A proper language comparison...
Peter Alexander
peter.alexander.au at gmail.com
Thu Jul 25 15:35:13 PDT 2013
On Thursday, 25 July 2013 at 20:28:54 UTC, bearophile wrote:
> Peter Alexander:
>
>> - What's safe and unsafe is very subjective.
>
> There are large bodies of people that count bugs in code, and
> correlate them with coding practices. They have created
> language subsets like C for automotive industry, C++ for
> aviation, code for space missions, Ada language and its
> successive refinements like Ada2012, SPARK subset of Ada. There
> are lot of people trying sideways solutions, at Microsoft
> (Spec#, Liquid typing, etc), dependent typing (ATS language),
> and so on and on, even Haskell variants. Lot of this stuff is
> not based on statistical data, but there is also some hard data
> that has shaped some of those very strict coding guidelines.

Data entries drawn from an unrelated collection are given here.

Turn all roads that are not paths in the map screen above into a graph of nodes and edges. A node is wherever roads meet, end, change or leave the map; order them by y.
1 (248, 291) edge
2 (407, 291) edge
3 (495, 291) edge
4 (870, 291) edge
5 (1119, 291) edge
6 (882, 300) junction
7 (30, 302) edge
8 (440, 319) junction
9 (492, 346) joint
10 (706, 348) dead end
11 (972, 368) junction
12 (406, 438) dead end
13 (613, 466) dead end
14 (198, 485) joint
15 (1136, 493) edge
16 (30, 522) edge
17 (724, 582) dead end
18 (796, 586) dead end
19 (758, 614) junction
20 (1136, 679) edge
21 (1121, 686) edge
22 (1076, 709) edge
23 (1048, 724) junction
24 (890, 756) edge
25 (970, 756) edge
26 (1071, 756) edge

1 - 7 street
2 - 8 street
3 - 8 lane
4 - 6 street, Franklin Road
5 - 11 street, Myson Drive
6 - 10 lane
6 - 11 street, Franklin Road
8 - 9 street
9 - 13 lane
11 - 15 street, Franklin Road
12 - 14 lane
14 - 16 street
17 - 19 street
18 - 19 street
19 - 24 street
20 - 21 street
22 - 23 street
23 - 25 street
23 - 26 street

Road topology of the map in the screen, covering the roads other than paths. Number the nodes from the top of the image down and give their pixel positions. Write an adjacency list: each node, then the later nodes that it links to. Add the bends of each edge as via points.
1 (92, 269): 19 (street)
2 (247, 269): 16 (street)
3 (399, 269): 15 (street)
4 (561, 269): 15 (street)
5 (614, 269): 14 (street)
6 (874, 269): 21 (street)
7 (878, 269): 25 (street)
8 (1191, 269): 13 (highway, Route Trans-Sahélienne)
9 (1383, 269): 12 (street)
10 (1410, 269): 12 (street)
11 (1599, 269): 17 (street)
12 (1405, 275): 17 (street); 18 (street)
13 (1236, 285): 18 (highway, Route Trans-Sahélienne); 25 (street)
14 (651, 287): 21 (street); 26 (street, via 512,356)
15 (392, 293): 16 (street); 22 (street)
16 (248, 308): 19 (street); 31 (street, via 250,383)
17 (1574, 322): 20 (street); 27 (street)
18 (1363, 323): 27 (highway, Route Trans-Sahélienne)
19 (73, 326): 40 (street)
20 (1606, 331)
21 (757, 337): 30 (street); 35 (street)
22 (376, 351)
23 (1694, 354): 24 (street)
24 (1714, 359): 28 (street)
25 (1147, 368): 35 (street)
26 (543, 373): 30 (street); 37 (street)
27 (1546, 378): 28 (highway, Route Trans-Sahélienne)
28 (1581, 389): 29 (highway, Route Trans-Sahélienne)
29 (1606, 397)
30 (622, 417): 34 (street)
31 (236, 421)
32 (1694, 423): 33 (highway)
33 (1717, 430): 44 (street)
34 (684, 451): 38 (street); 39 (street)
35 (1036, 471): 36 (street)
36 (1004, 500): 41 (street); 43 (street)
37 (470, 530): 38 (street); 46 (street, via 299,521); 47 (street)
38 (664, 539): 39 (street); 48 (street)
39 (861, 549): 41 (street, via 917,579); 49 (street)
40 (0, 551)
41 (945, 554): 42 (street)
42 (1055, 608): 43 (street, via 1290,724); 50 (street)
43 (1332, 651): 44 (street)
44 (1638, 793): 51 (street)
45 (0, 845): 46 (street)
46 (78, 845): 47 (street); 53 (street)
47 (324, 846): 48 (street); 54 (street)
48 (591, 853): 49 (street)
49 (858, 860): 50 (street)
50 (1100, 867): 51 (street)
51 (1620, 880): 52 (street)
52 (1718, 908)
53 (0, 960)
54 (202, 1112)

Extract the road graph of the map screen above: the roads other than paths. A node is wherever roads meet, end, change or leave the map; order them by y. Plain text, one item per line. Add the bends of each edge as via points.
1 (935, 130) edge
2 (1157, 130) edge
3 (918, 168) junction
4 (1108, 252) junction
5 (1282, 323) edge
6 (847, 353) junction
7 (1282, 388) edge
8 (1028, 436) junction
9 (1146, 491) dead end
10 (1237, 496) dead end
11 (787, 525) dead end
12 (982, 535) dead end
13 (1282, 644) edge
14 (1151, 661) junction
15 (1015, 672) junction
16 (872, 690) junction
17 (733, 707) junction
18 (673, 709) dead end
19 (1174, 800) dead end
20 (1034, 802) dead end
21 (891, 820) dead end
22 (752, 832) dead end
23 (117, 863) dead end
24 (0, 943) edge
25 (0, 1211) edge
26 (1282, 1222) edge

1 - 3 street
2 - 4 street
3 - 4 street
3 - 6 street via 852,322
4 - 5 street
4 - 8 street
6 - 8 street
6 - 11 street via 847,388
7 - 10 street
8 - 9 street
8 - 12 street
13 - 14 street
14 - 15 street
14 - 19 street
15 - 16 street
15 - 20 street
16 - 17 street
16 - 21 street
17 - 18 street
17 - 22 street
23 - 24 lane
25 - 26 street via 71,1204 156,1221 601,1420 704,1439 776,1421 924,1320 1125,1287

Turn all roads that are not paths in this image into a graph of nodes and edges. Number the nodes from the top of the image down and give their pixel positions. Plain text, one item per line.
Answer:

> There are several serious studies in the field of coding
> safety. Dismissing all that decades old work with a 'very
> subjective' is unjust.
Allow me to put it another way by way of analogy: health. We know
from medical studies what kinds of things are healthy, and what
things are unhealthy. However, if I were to present 10 people,
and witness their actions for a week, would anyone be able to
accurately order them on their "healthiness"? Would every medical
expert arrive at the same ordering?
Maybe subjective is the wrong word to use. Maybe what I meant was
"difficult to quantify".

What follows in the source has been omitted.